This year, I was up at 4:30 am and dawn is at 6:10am. However, it was still not early enough to find a close parking spot for the Anzac Day dawn service at the sea front.
Next time I will try to leave at 4:45 am instead of 5:15am. At least I was not alone in trying to find a parking spot. Every shopping centre and council car park and many side streets were totally full. Main roads and main streets were also full.
The commentator said that it was the largest gathering he had seen at Redcliffe. It seemed twice as large as last year. There were tents set up for the main speakers and activities. The coast guard had a boat for laying wreaths in the water by service group representatives. Four wreaths were put in the water all together.
I missed the march from the top of Redcliffe Parade. The jetty had a few people, the beach and rocks at the fore shore were filled with people. Dogs on leashes came in all shapes and sized. There were two SES people in bright orange emergency uniforms as well.
The bugler player the Last Post, and later the Reveille. Someone sang a song and poems were read. One poet was the grandson of a soldier.
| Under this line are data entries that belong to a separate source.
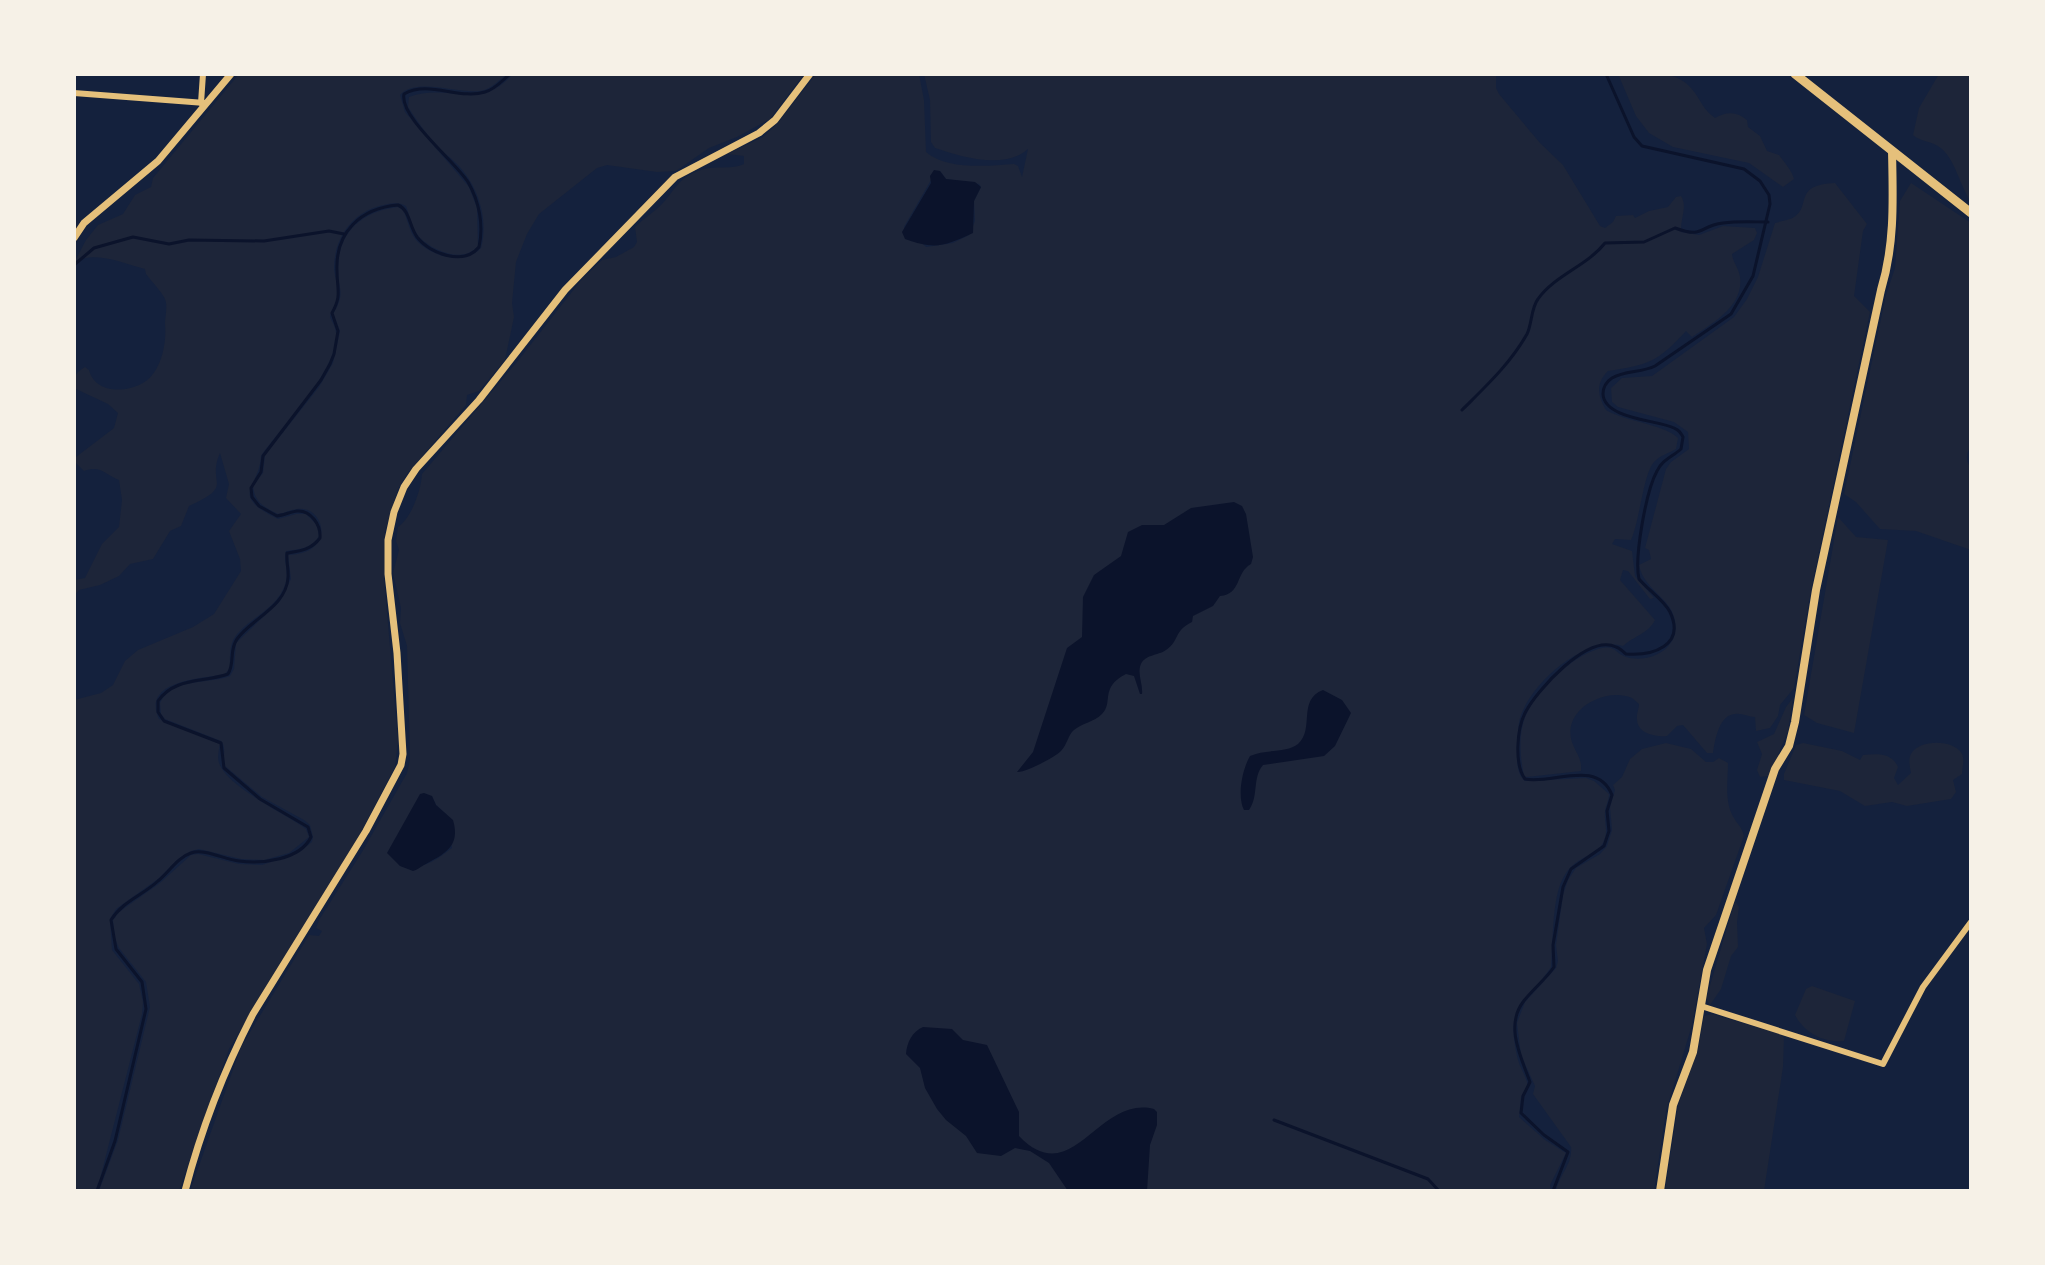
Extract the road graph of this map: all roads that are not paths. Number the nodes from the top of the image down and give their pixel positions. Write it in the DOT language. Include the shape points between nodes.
graph roads {
  1 [pos="203,74"];
  2 [pos="231,74"];
  3 [pos="810,74"];
  4 [pos="1795,74"];
  5 [pos="74,93"];
  6 [pos="203,103"];
  7 [pos="1892,151"];
  8 [pos="1971,213"];
  9 [pos="74,238"];
  10 [pos="1970,927"];
  11 [pos="1701,1006"];
  12 [pos="185,1191"];
  13 [pos="1660,1191"];
  1 -- 6 [label="street"];
  2 -- 6 [label="street"];
  3 -- 12 [label="street" via="759,133 675,177 565,290 404,487 388,540 401,765 253,1014 219,1089"];
  4 -- 7 [label="main road"];
  5 -- 6 [label="street"];
  6 -- 9 [label="street" via="158,161 84,223"];
  7 -- 8 [label="main road"];
  7 -- 11 [label="main road" via="1890,262 1816,590 1795,722 1720,924"];
  10 -- 11 [label="street" via="1923,987 1883,1064"];
  11 -- 13 [label="main road" via="1693,1052 1673,1105"];
}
They spoke of North Korea and Vietnam. There wasn’t as much talk about Gallipoli as last year.
I took my smart phone and could not shut off the flash. The pictures were still mainly dark with a few street lights. Others had cameras and videos as well. They posed on the bigger rocks by the beach or just on the grassy parklands.
Everyone was quiet, sombre and respectful. An aboriginal lady was saying to her husband, “At least they look after our land”, as I turned to walk back. A Muscovy duck by the city pond seemed to think I was going to throw breadcrumbs. He came towards me waggling his duck tail. I took pictures. There was a beautiful, large, red waterlily. It took some pictures of that as well.
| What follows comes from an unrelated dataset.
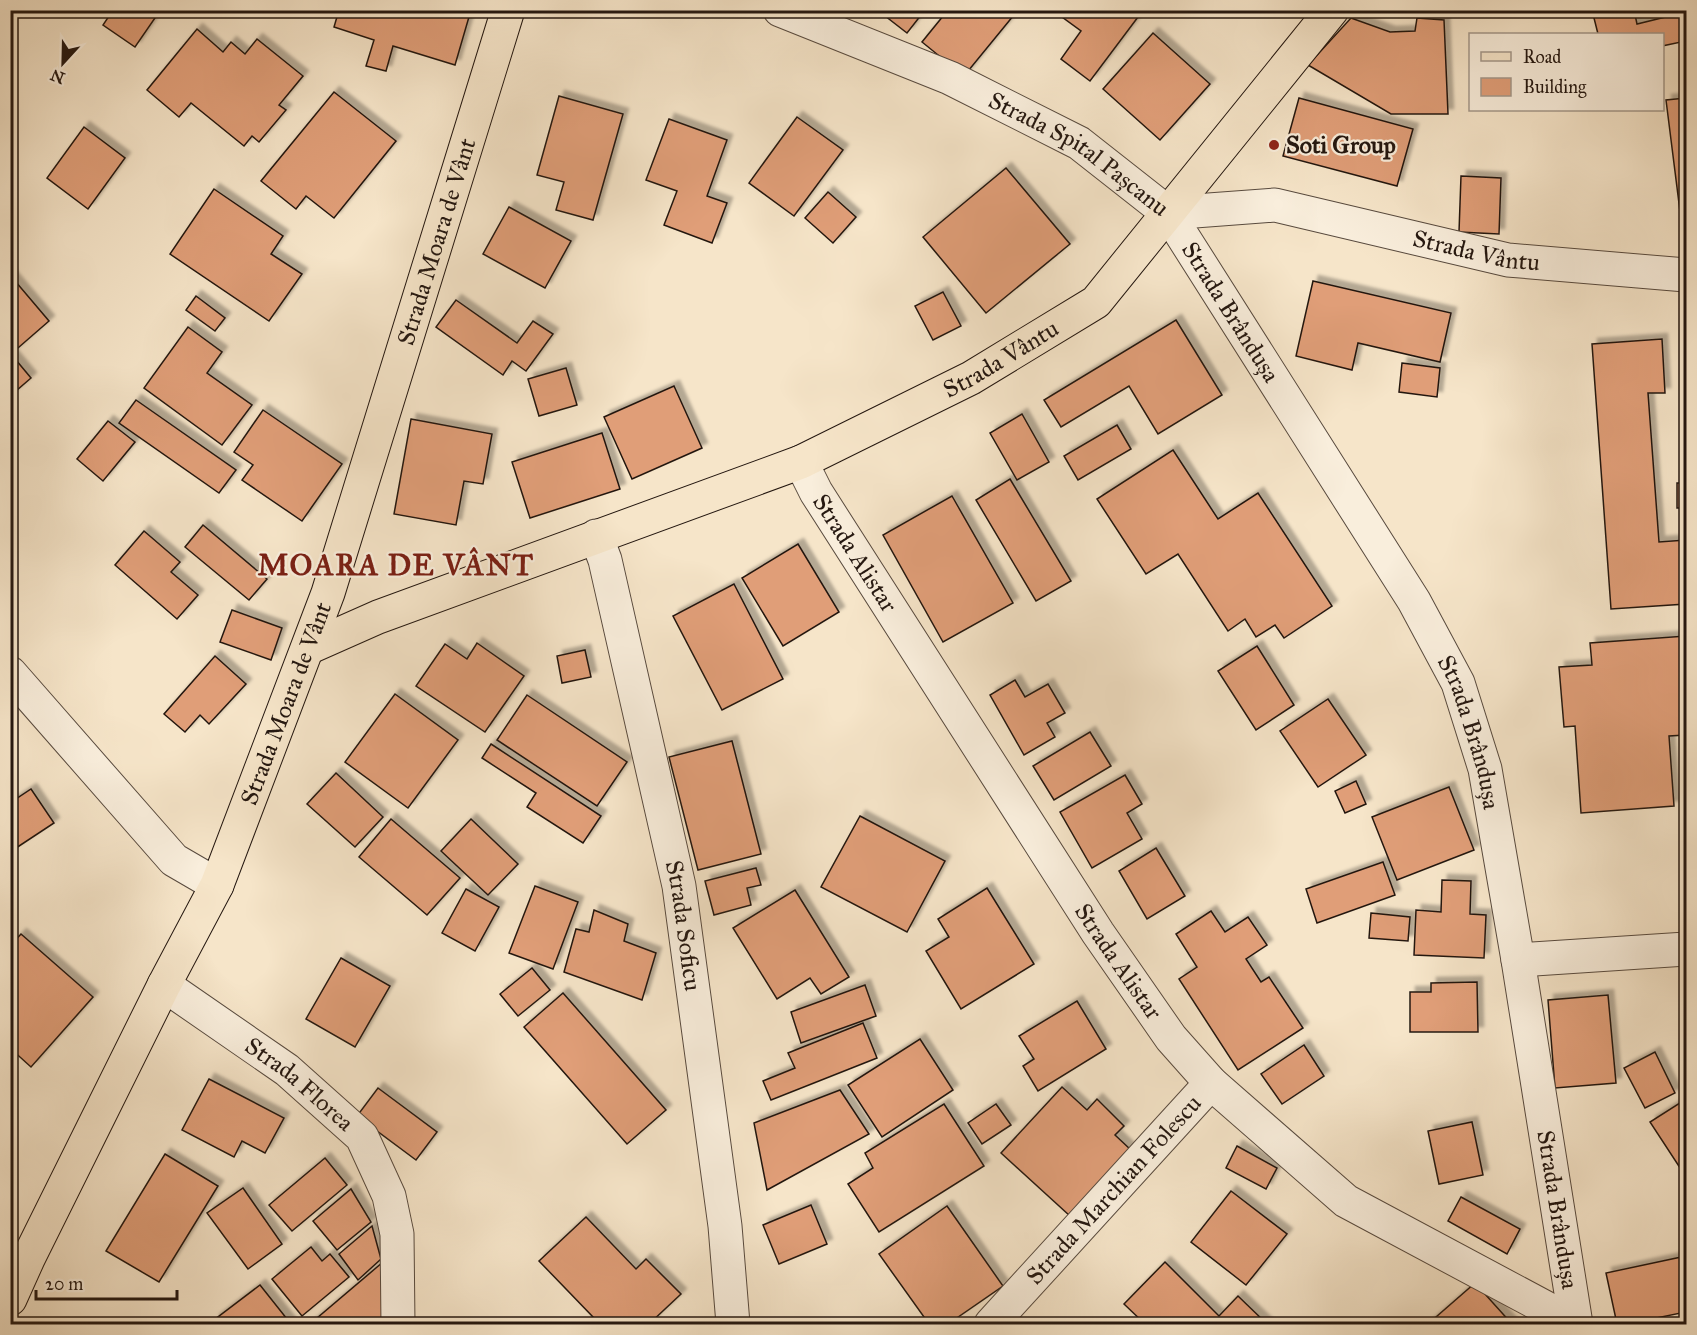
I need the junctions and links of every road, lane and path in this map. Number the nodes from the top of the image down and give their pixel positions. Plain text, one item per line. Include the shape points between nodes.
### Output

Rather than face the traffic as everyone left, I had turned to go back home a bit earlier than most people. It was a quiet drive home. When I returned, the news was on with other Anzac Day celebration stories. The radio in the car had some more reports from other places, including Gallipoli.
Then Max started to bark. He missed his morning walk. I had something to eat and a cup of coffee while checking my e-mails. We went for walk so he could roll in the dewy grass. How he loves that. There were lots of other people jogging and out with their dogs. The cyclists who usually chatter at 4:30am as they cycle past our house were out late, just like me.
Next time, I will set my alarm earlier. I don’t mind being out before dawn. There are lots of other people out then and I have a torch. Max likes it whether we are out in the early morning light or any other time. As long as he has his walk, he is a happy puppy!